Repeat the whole listing below with nothing added or dropped.

▶

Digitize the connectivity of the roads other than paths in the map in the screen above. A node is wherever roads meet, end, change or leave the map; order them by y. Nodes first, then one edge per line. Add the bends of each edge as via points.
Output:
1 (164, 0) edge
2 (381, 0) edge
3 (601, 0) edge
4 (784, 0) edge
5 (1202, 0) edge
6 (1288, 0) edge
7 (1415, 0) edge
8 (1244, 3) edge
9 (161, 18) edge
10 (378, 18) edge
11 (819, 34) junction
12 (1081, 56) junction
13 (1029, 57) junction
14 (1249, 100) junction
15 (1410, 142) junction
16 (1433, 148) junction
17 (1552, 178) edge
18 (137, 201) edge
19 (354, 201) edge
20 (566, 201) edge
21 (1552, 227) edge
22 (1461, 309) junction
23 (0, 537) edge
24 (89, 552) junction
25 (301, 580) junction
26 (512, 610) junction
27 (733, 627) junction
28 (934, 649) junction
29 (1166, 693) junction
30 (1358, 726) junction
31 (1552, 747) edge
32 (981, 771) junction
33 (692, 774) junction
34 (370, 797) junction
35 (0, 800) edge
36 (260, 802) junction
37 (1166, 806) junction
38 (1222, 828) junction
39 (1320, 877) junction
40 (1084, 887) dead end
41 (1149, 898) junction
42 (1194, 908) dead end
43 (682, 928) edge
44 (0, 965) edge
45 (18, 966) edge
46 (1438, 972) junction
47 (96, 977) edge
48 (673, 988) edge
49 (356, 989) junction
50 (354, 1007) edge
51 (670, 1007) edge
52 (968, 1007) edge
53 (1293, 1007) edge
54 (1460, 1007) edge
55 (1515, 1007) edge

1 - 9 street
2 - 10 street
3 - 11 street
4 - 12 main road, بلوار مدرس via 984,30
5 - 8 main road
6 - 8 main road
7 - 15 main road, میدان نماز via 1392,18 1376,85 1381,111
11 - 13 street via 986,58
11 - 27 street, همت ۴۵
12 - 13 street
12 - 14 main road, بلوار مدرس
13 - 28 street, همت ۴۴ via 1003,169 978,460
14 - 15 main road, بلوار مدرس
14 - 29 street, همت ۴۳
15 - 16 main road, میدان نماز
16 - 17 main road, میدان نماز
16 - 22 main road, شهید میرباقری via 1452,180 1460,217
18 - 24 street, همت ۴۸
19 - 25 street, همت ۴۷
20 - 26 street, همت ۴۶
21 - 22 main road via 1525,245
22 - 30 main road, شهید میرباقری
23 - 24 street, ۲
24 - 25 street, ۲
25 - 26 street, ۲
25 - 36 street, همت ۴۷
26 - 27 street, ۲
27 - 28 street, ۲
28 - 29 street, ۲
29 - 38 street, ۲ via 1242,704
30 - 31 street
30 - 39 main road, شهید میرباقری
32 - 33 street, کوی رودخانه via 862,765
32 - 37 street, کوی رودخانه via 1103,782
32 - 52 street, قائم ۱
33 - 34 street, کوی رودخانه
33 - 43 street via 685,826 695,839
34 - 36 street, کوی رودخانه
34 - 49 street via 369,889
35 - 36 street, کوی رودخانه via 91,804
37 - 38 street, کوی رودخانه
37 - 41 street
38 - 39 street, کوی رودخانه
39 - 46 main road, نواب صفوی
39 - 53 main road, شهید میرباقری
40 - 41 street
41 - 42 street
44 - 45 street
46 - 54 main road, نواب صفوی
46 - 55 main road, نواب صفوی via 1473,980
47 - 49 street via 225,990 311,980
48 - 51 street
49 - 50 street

◀

=== REPLY TO THE EXERCISE ===
Digitize the connectivity of the roads other than paths in the map in the screen above. A node is wherever roads meet, end, change or leave the map; order them by y. Nodes first, then one edge per line. Add the bends of each edge as via points.
Output:
1 (164, 0) edge
2 (381, 0) edge
3 (601, 0) edge
4 (784, 0) edge
5 (1202, 0) edge
6 (1288, 0) edge
7 (1415, 0) edge
8 (1244, 3) edge
9 (161, 18) edge
10 (378, 18) edge
11 (819, 34) junction
12 (1081, 56) junction
13 (1029, 57) junction
14 (1249, 100) junction
15 (1410, 142) junction
16 (1433, 148) junction
17 (1552, 178) edge
18 (137, 201) edge
19 (354, 201) edge
20 (566, 201) edge
21 (1552, 227) edge
22 (1461, 309) junction
23 (0, 537) edge
24 (89, 552) junction
25 (301, 580) junction
26 (512, 610) junction
27 (733, 627) junction
28 (934, 649) junction
29 (1166, 693) junction
30 (1358, 726) junction
31 (1552, 747) edge
32 (981, 771) junction
33 (692, 774) junction
34 (370, 797) junction
35 (0, 800) edge
36 (260, 802) junction
37 (1166, 806) junction
38 (1222, 828) junction
39 (1320, 877) junction
40 (1084, 887) dead end
41 (1149, 898) junction
42 (1194, 908) dead end
43 (682, 928) edge
44 (0, 965) edge
45 (18, 966) edge
46 (1438, 972) junction
47 (96, 977) edge
48 (673, 988) edge
49 (356, 989) junction
50 (354, 1007) edge
51 (670, 1007) edge
52 (968, 1007) edge
53 (1293, 1007) edge
54 (1460, 1007) edge
55 (1515, 1007) edge

1 - 9 street
2 - 10 street
3 - 11 street
4 - 12 main road, بلوار مدرس via 984,30
5 - 8 main road
6 - 8 main road
7 - 15 main road, میدان نماز via 1392,18 1376,85 1381,111
11 - 13 street via 986,58
11 - 27 street, همت ۴۵
12 - 13 street
12 - 14 main road, بلوار مدرس
13 - 28 street, همت ۴۴ via 1003,169 978,460
14 - 15 main road, بلوار مدرس
14 - 29 street, همت ۴۳
15 - 16 main road, میدان نماز
16 - 17 main road, میدان نماز
16 - 22 main road, شهید میرباقری via 1452,180 1460,217
18 - 24 street, همت ۴۸
19 - 25 street, همت ۴۷
20 - 26 street, همت ۴۶
21 - 22 main road via 1525,245
22 - 30 main road, شهید میرباقری
23 - 24 street, ۲
24 - 25 street, ۲
25 - 26 street, ۲
25 - 36 street, همت ۴۷
26 - 27 street, ۲
27 - 28 street, ۲
28 - 29 street, ۲
29 - 38 street, ۲ via 1242,704
30 - 31 street
30 - 39 main road, شهید میرباقری
32 - 33 street, کوی رودخانه via 862,765
32 - 37 street, کوی رودخانه via 1103,782
32 - 52 street, قائم ۱
33 - 34 street, کوی رودخانه
33 - 43 street via 685,826 695,839
34 - 36 street, کوی رودخانه
34 - 49 street via 369,889
35 - 36 street, کوی رودخانه via 91,804
37 - 38 street, کوی رودخانه
37 - 41 street
38 - 39 street, کوی رودخانه
39 - 46 main road, نواب صفوی
39 - 53 main road, شهید میرباقری
40 - 41 street
41 - 42 street
44 - 45 street
46 - 54 main road, نواب صفوی
46 - 55 main road, نواب صفوی via 1473,980
47 - 49 street via 225,990 311,980
48 - 51 street
49 - 50 street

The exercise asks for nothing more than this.